Piecing together puzzles from the past
CSE researchers are leveraging mathematics to study ancient animal bones
Most jigsaw puzzles include a picture of the finished product on the box to guide you in piecing them together. Now, imagine not having those pictures. Imagine that the puzzles are over a million years old, and the different pieces are all jumbled together.
Such is the process of piecing together broken artifacts from the past.

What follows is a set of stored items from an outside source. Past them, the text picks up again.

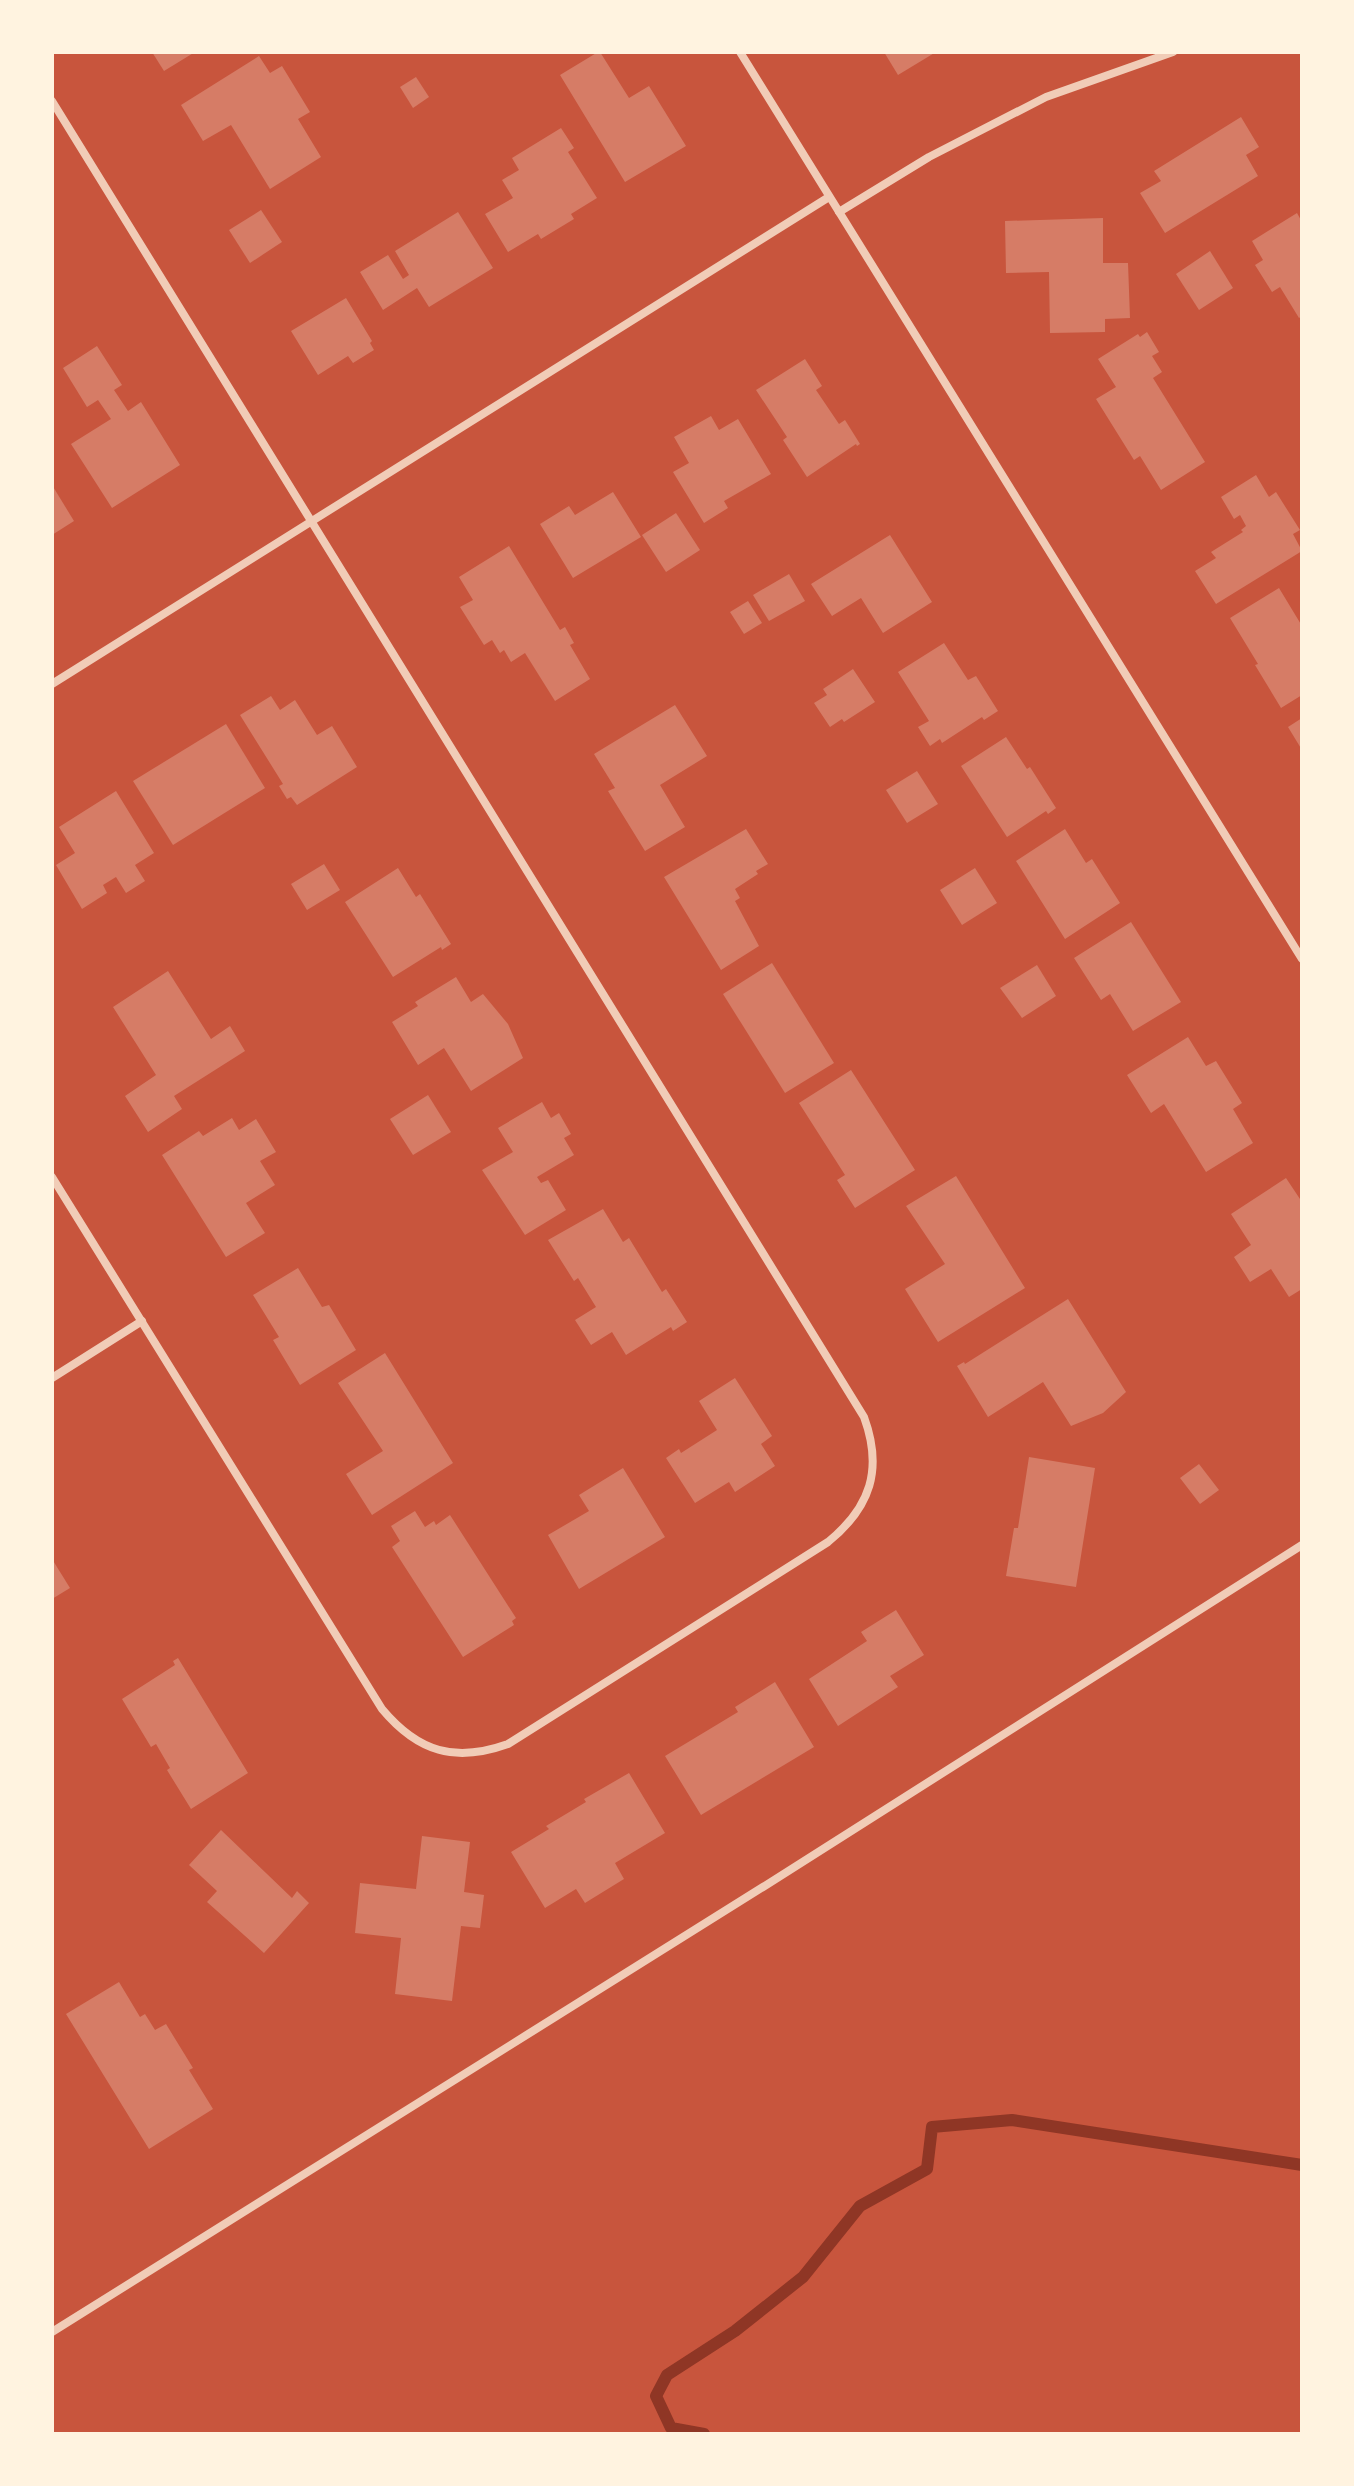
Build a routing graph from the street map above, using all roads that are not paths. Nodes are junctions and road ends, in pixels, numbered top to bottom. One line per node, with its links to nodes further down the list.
1 (740, 52): 4 (street)
2 (1173, 52): 5 (street)
3 (52, 101): 6 (street)
4 (829, 197): 5 (street); 6 (street)
5 (839, 212): 8 (street)
6 (310, 522): 7 (street); 10 (street)
7 (52, 684)
8 (1302, 959)
9 (52, 1177): 10 (street)
10 (142, 1321): 11 (street)
11 (52, 1378)
12 (1302, 1545): 13 (street)
13 (52, 2332)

But, a University of Minnesota team—that includes two College of Science and Engineering (CSE) faculty—has come together to speed up that process.
Anthropology Ph.D. student Katrina Yezzi-Woodley has been analyzing and 3D scanning broken animal bones since she was an undergraduate in 2010. Her goal was to find new ways of extracting data that could be applied to samples from a 1.8 million-year-old early human site in Dmanisi, Georgia—which her advisor, College of Liberal Arts professor Martha Tappen, has been studying for more than 20 years in collaboration with the National Museum of Georgia and researcher Maia Bukhsianidze.

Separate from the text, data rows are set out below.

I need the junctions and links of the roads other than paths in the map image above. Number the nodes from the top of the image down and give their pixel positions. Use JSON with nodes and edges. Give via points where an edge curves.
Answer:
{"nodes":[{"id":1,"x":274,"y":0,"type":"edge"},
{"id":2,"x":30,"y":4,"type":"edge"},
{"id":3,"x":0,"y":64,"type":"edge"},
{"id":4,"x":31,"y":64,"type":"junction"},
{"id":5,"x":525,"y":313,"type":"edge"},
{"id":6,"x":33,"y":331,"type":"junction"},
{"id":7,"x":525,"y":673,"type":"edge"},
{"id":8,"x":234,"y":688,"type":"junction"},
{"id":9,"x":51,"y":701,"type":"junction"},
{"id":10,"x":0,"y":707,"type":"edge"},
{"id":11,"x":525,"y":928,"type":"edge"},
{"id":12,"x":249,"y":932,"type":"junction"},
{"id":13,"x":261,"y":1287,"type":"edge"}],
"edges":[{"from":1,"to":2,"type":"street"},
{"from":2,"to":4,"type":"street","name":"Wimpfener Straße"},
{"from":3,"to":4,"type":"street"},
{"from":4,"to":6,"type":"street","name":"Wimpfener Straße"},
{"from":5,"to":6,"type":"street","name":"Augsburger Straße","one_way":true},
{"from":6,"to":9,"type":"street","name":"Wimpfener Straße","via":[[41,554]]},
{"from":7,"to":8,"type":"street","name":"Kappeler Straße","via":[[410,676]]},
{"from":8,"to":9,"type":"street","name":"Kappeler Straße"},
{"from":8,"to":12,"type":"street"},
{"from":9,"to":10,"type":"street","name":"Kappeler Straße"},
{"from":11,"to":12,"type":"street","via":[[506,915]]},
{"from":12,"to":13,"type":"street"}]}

After years of work, Yezzi-Woodley struggled to find effective new methods to analyze and reassemble the bones. In 2016, she began working with professor Peter Olver and assistant professor Jeff Calder, both from the School of Mathematics. Their connection came courtesy of her brother, Anthony Yezzi, Jr., who met Olver when earning his Ph.D. in Electrical and Computer Engineering with a doctoral minor in math from CSE.
The CSE researchers are using advanced mathematical techniques like differential geometry and image processing algorithms to help Yezzi-Woodley and her team deduce how the bones were broken, who or what broke them, and how early humans interacted with animals and each other.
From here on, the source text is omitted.